I believe it is our job as parents to help our child realize that, although he feels bad for making a mistake, he needs to understand and learn from that mistake. He won’t always win trophies for what he does but he needs that incentive to achieve so he does get trophies. This is very beneficial later in life. At work, if you screw up a job for your boss, he isn’t going to come to you and say “Oh it’s OK John! You tried, here’s a trophy!”  (also it would be weird for your boss to keep baseball trophies in his office to hand out to employees). No, your boss is most likely going to be upset with you. But as an adult, how do you rectify the situation? You push yourself harder to 1) never make that mistake again and 2) be even better at your job to demonstrate that your previous mistake doesn’t define you as an employee. Similarly, kids need to learn early in life that nothing is ever handed to them. They will make mistakes; they will not be the best at everything all the time; and they are not “entitled” to receiving recognition for their accomplishments if they didn’t actually accomplish anything. They need to not be afraid to mess up and to learn from those times when they faltered to push themselves to be the best. After trying their hardest to improve on their mistakes and to actually be the best, their trophy/recognition is going to be all the more enjoyable.

To wrap up, here is a great quote by one of the greatest basketball players to play the game that I feel speaks to what I wrote above:

“I’ve missed more than 9000 shots in my career. I’ve lost almost 300 games. 26 times, I’ve been trusted to take the game winning shot and missed. I’ve failed over and over and over again in my life. And that is why I succeed.” — Michael Jordan

What do you think about the “everyone gets a trophy” philosophy?
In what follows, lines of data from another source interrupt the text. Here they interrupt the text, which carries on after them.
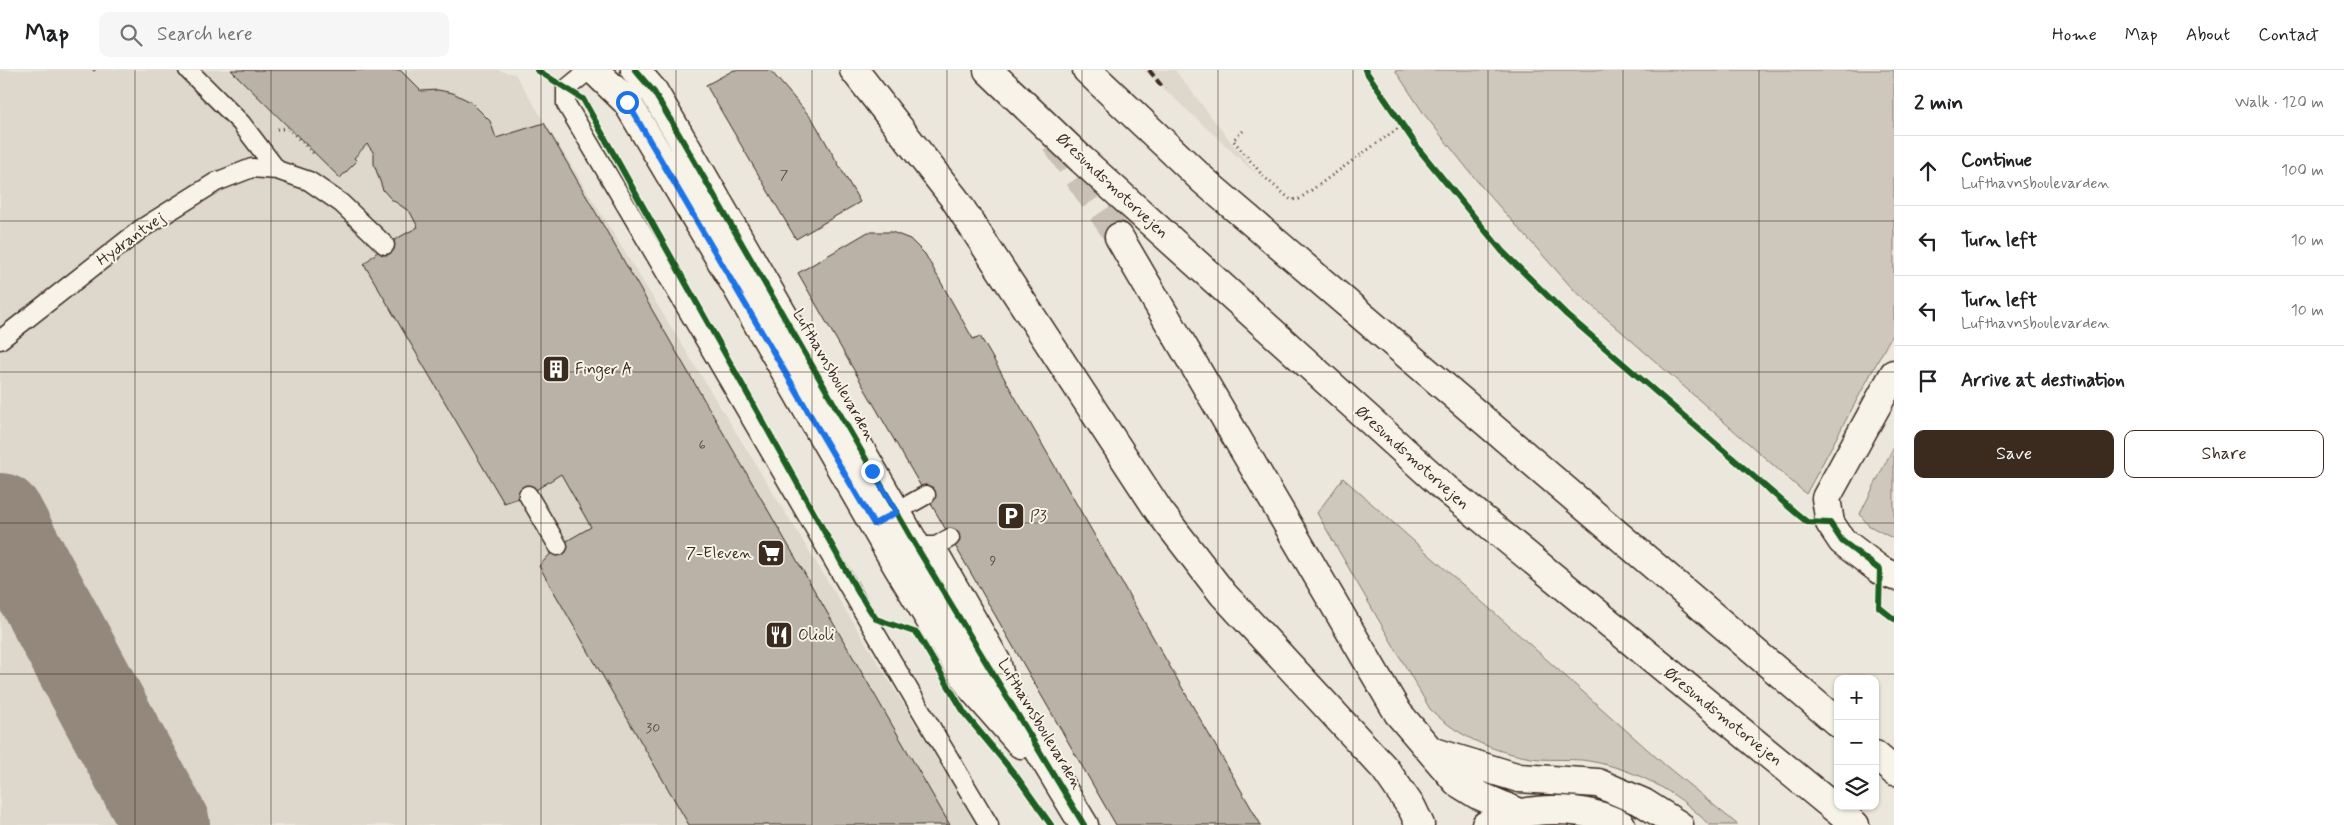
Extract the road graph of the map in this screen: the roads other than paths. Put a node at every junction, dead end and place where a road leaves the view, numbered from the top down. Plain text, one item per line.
1 (188, 70) edge
2 (589, 70) edge
3 (594, 70) edge
4 (635, 70) edge
5 (854, 70) edge
6 (988, 70) edge
7 (1087, 70) edge
8 (277, 170) junction
9 (1119, 237) tunnel mouth
10 (385, 245) dead end
11 (0, 340) edge
12 (1894, 374) edge
13 (528, 494) dead end
14 (926, 495) dead end
15 (886, 518) junction
16 (934, 543) junction
17 (558, 546) dead end
18 (891, 555) junction
19 (1894, 576) edge
20 (1834, 720) edge
21 (1431, 752) junction
22 (1879, 758) edge
23 (1894, 771) edge
24 (1064, 791) junction
25 (1520, 813) junction
26 (989, 825) edge
27 (1084, 825) edge
28 (1420, 825) edge
29 (1486, 825) edge
30 (1621, 825) edge
31 (1679, 825) edge
32 (1855, 825) edge

1 - 8 lane
2 - 26 lane
3 - 15 main road, Lufthavnsboulevarden
4 - 15 main road, Lufthavnsboulevarden
5 - 28 main road
6 - 32 main road, Øresundsmotorvejen
7 - 20 main road
8 - 10 lane, Hydrantvej
8 - 11 lane, Hydrantvej
9 - 21 main road
12 - 19 main road
13 - 17 lane
14 - 15 lane
15 - 16 main road, Lufthavnsboulevarden
15 - 18 main road, Lufthavnsboulevarden
16 - 18 lane
16 - 24 main road, Lufthavnsboulevarden
18 - 24 main road, Lufthavnsboulevarden
21 - 25 main road
21 - 31 main road
22 - 23 main road
24 - 27 main road, Lufthavnsboulevarden
25 - 29 main road
25 - 30 main road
How do you plan on teaching your kids it’s okay to make mistakes?

Comments

  1. 1

    For the most part, I do agree, especially when it comes to the new trend in schooling for building self-esteem instead of the tell-it-as-it-is philosophy that I grew up with. Not everyone earned As in every subject, and that’s okay. If everyone had, it would take the meaning out it completely.

    However, the sports trophies that I’ve already received in grade school were participation-based, kind of like a “good job” for sticking through the season and not giving up. I’m not sure if they have changed since then, but I don’t see an problem with this. My parents always stressed that if you make a commitment, you stick with it, and the end-of-season trophy was reinforcement for that. I never felt that receiving one meant that I was an amazing athlete, just that I tried and didn’t give up. Plus, there was always the individual awards like MVP, most improved, and most spirited that were based on merit. But this is just my personal experience with it!

    • 2

      I understand what you mean and I agree that part of the accomplishment (when you’re young) is sticking to your commitments. I still believe that the trophy for participation is a bit much. When I had played youth sports our “participation award” was typically a party. To be honest, I was much more excited about having a party with pizza and cake. Either method is fine as long as the reward is for something tangible.

  2. 3

    Woo hoo! I totally agree. Kids today are over indulged in every way. In addition to getting a trophy for every non-achievement they also have parents that get them a cell phone at age 9, buy them 3 different video game consoles and enroll them is endless travel teams, etc. Kids don’t have to earn anything anymore. I wonder how this is going to impact not only the child but also our country once they grown up. Scary! If kids are allowed to actually PLAY with other kids in a non-official setting (gasp – maybe even outside!) they will learn these lessons from their peers. The other kids will pick you last if you suck, not play with you if you are mean or cry all the time, etc. These things aren’t fun to go through but they help you strive to do better and improve as a person.

  3. 4

    totally agree! you guys are going to be great parents. i hope to bring the same balance to my kids some day. they don’t need to be rewarded for everything. learning how to lose graciously and realize they can’t be the best at everything is just as important!

  4. 5
    Shannon Howell says:

    I disagree to a certain degree- I am under the assumption especially with the YMCA sports program that most of the sports trophy’s are participation based as Sarah mentioned above. I believe those programs are good because they teach team building, good sportsmanship, etc and the trophy at the end is something to look forward to for keeping up with the team and not quiting. I think these programs are good for getting children out of their shell and meeting other children. Dance was important to me because I was an only child and it allowed me to be social with other kids my age.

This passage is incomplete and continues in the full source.